Given records:
Content starts

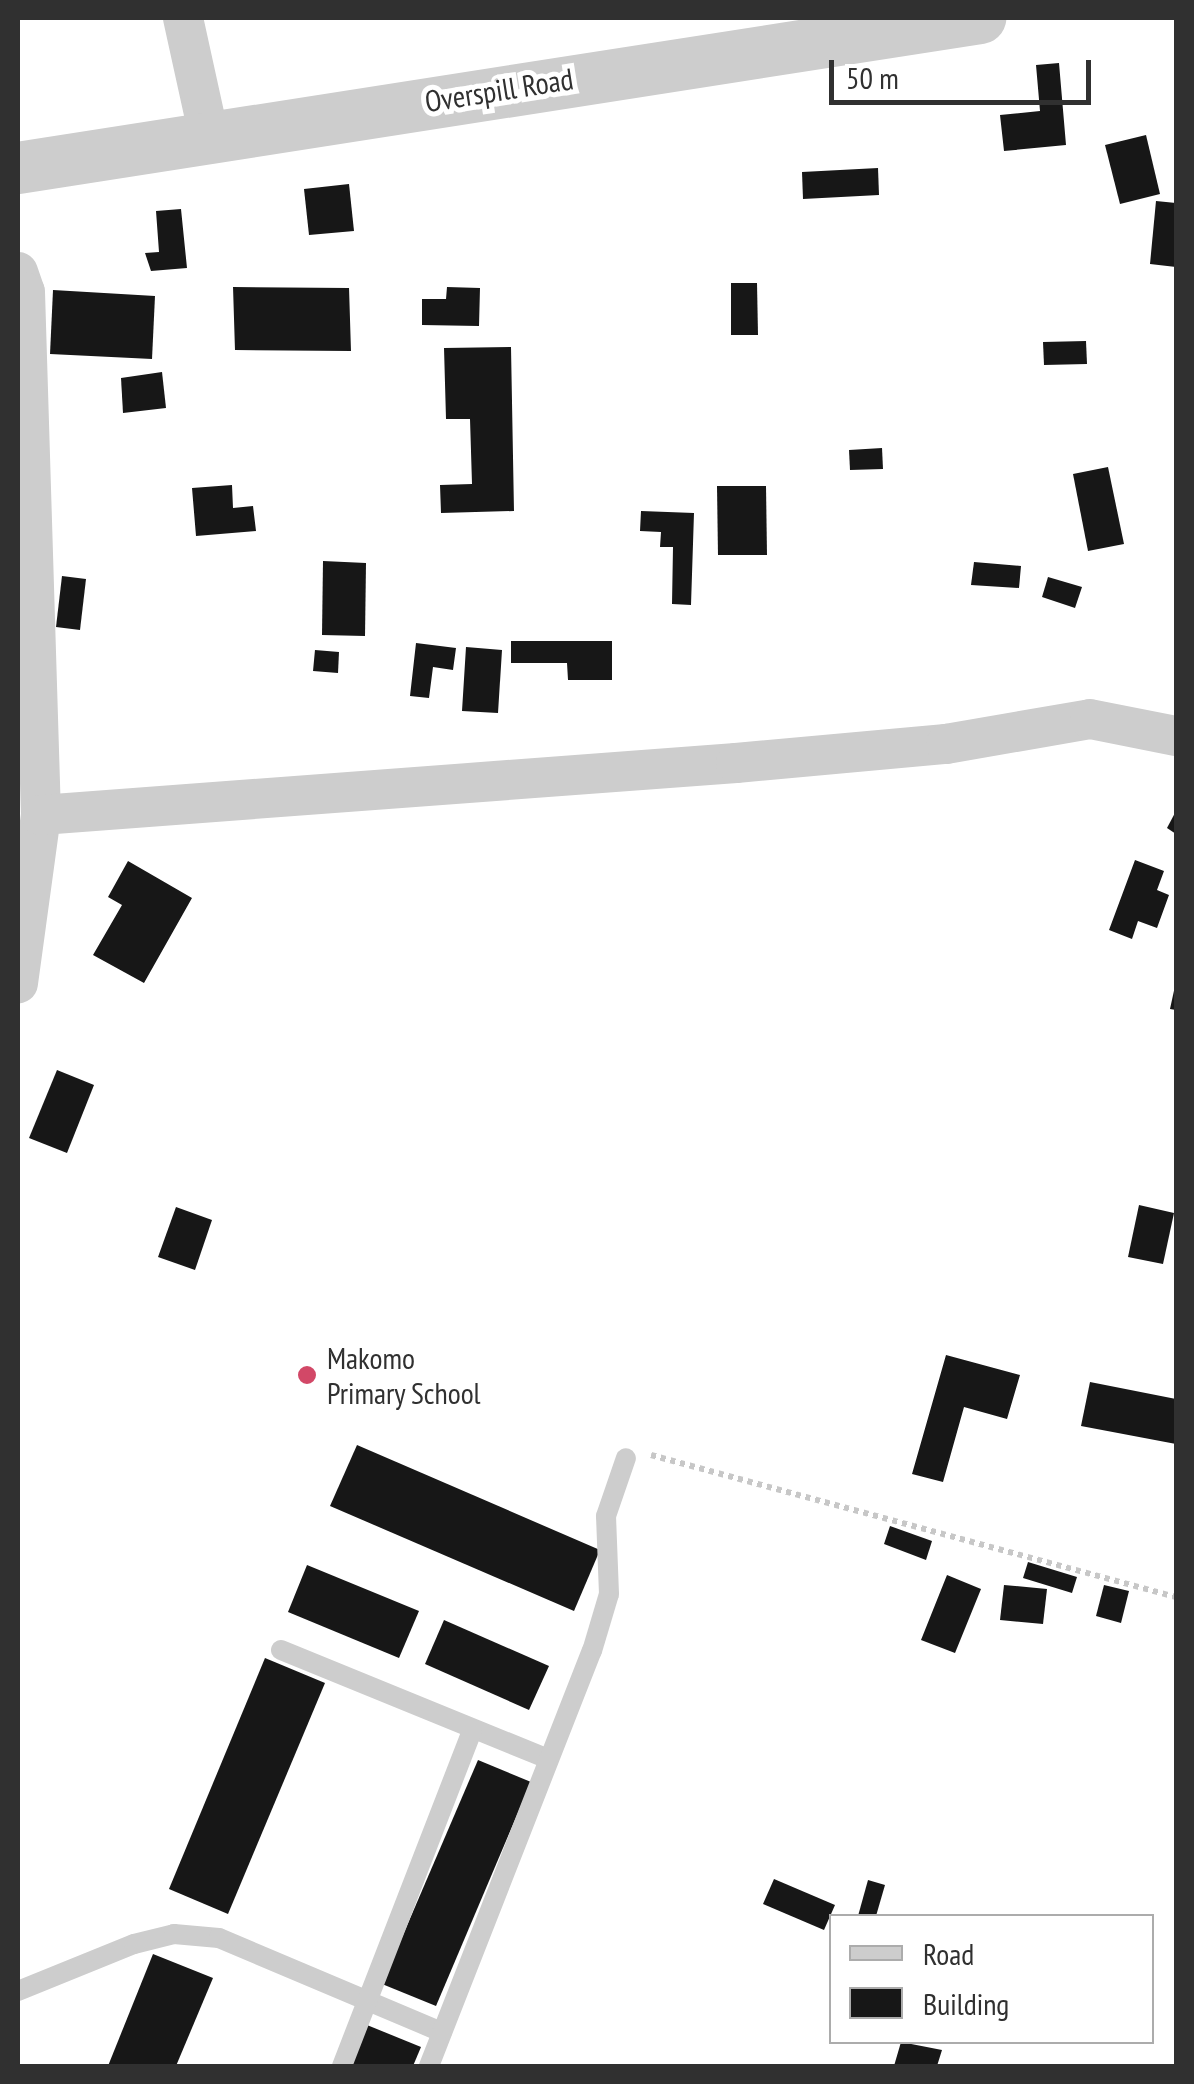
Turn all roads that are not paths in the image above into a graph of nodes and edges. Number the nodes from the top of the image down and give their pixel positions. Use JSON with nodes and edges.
{"nodes":[{"id":1,"x":183,"y":18,"type":"edge"},
{"id":2,"x":980,"y":18,"type":"edge"},
{"id":3,"x":209,"y":136,"type":"junction"},
{"id":4,"x":18,"y":168,"type":"edge"},
{"id":5,"x":18,"y":272,"type":"edge"},
{"id":6,"x":1176,"y":736,"type":"edge"},
{"id":7,"x":40,"y":815,"type":"junction"},
{"id":8,"x":18,"y":983,"type":"edge"},
{"id":9,"x":626,"y":1458,"type":"road end"},
{"id":10,"x":281,"y":1650,"type":"dead end"},
{"id":11,"x":472,"y":1731,"type":"junction"},
{"id":12,"x":548,"y":1759,"type":"junction"},
{"id":13,"x":18,"y":1991,"type":"edge"},
{"id":14,"x":369,"y":1996,"type":"junction"},
{"id":15,"x":442,"y":2032,"type":"junction"},
{"id":16,"x":342,"y":2066,"type":"edge"},
{"id":17,"x":429,"y":2066,"type":"edge"}],
"edges":[{"from":1,"to":3,"type":"street"},
{"from":2,"to":3,"type":"street","name":"Overspill Road"},
{"from":3,"to":4,"type":"street","name":"Overspill Road"},
{"from":5,"to":7,"type":"street"},
{"from":6,"to":7,"type":"street"},
{"from":7,"to":8,"type":"street"},
{"from":9,"to":12,"type":"lane"},
{"from":10,"to":11,"type":"lane"},
{"from":11,"to":12,"type":"lane"},
{"from":11,"to":14,"type":"lane"},
{"from":12,"to":15,"type":"lane"},
{"from":13,"to":14,"type":"lane"},
{"from":14,"to":15,"type":"lane"},
{"from":14,"to":16,"type":"lane"},
{"from":15,"to":17,"type":"lane"}]}
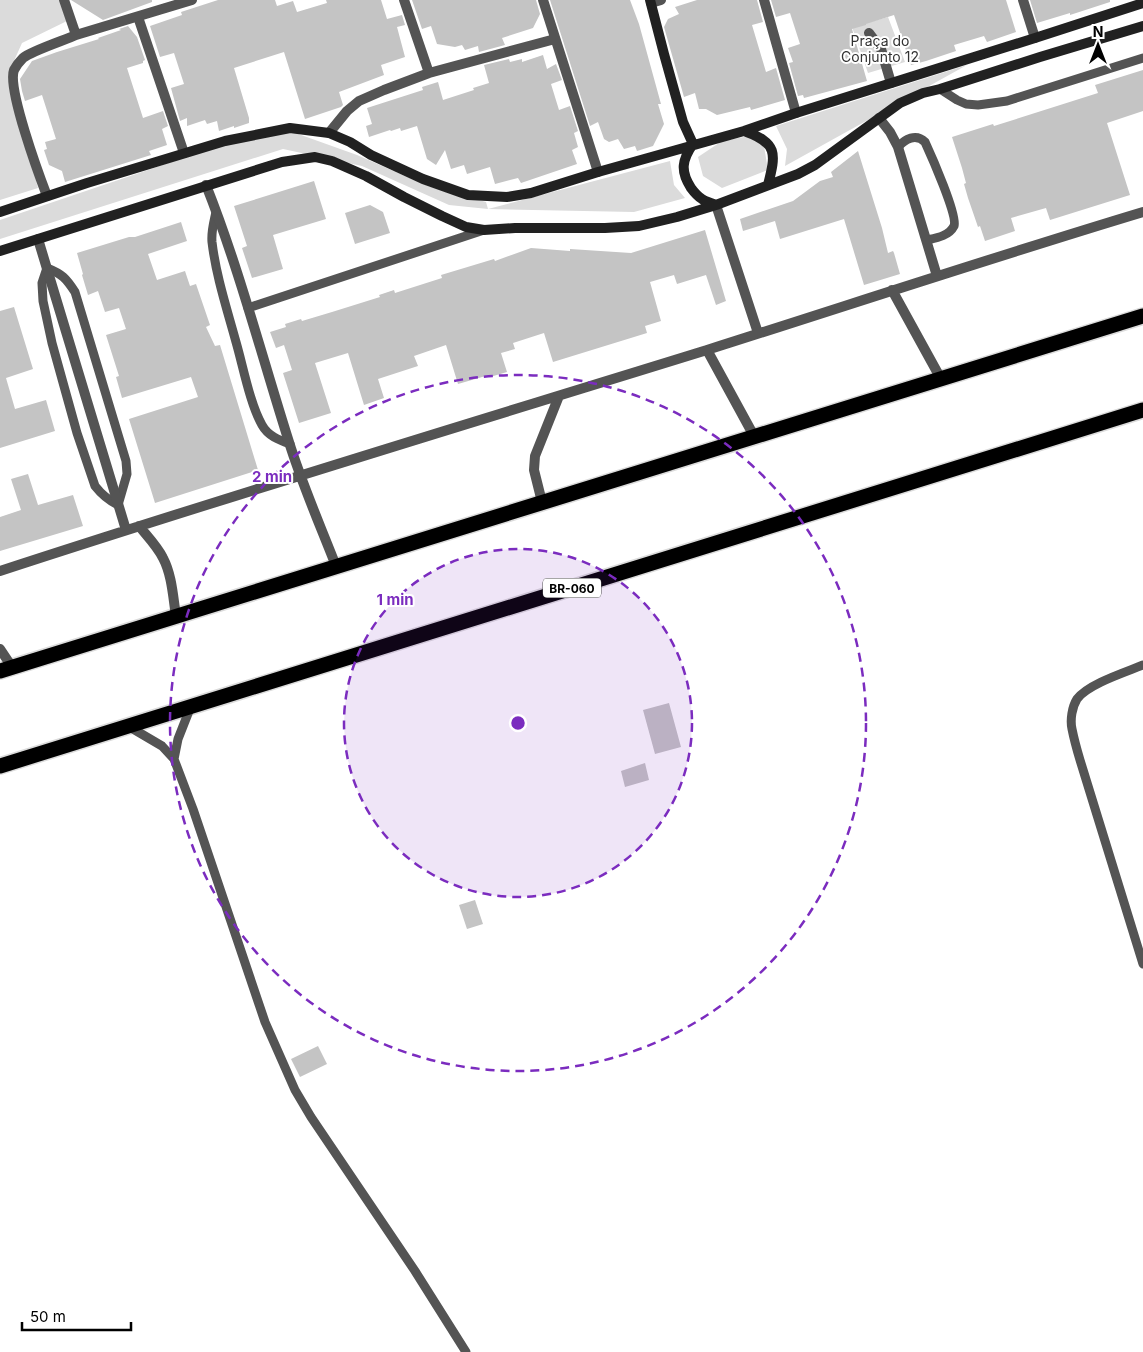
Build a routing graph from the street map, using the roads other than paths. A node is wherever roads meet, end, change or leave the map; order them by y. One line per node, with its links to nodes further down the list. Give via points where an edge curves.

Content ends

Problem to solve:
Once the pictures are removed, output the remaining material exactly.

Answer box:
Turn all roads that are not paths in the image above into a graph of nodes and edges. Number the nodes from the top of the image down and give their pixel positions. Use JSON with nodes and edges.
{"nodes":[{"id":1,"x":183,"y":18,"type":"edge"},
{"id":2,"x":980,"y":18,"type":"edge"},
{"id":3,"x":209,"y":136,"type":"junction"},
{"id":4,"x":18,"y":168,"type":"edge"},
{"id":5,"x":18,"y":272,"type":"edge"},
{"id":6,"x":1176,"y":736,"type":"edge"},
{"id":7,"x":40,"y":815,"type":"junction"},
{"id":8,"x":18,"y":983,"type":"edge"},
{"id":9,"x":626,"y":1458,"type":"road end"},
{"id":10,"x":281,"y":1650,"type":"dead end"},
{"id":11,"x":472,"y":1731,"type":"junction"},
{"id":12,"x":548,"y":1759,"type":"junction"},
{"id":13,"x":18,"y":1991,"type":"edge"},
{"id":14,"x":369,"y":1996,"type":"junction"},
{"id":15,"x":442,"y":2032,"type":"junction"},
{"id":16,"x":342,"y":2066,"type":"edge"},
{"id":17,"x":429,"y":2066,"type":"edge"}],
"edges":[{"from":1,"to":3,"type":"street"},
{"from":2,"to":3,"type":"street","name":"Overspill Road"},
{"from":3,"to":4,"type":"street","name":"Overspill Road"},
{"from":5,"to":7,"type":"street"},
{"from":6,"to":7,"type":"street"},
{"from":7,"to":8,"type":"street"},
{"from":9,"to":12,"type":"lane"},
{"from":10,"to":11,"type":"lane"},
{"from":11,"to":12,"type":"lane"},
{"from":11,"to":14,"type":"lane"},
{"from":12,"to":15,"type":"lane"},
{"from":13,"to":14,"type":"lane"},
{"from":14,"to":15,"type":"lane"},
{"from":14,"to":16,"type":"lane"},
{"from":15,"to":17,"type":"lane"}]}
Build a routing graph from the street map, using the roads other than paths. A node is wherever roads meet, end, change or leave the map; order them by y. One line per node, with its links to nodes further down the list. Give via points where an edge curves.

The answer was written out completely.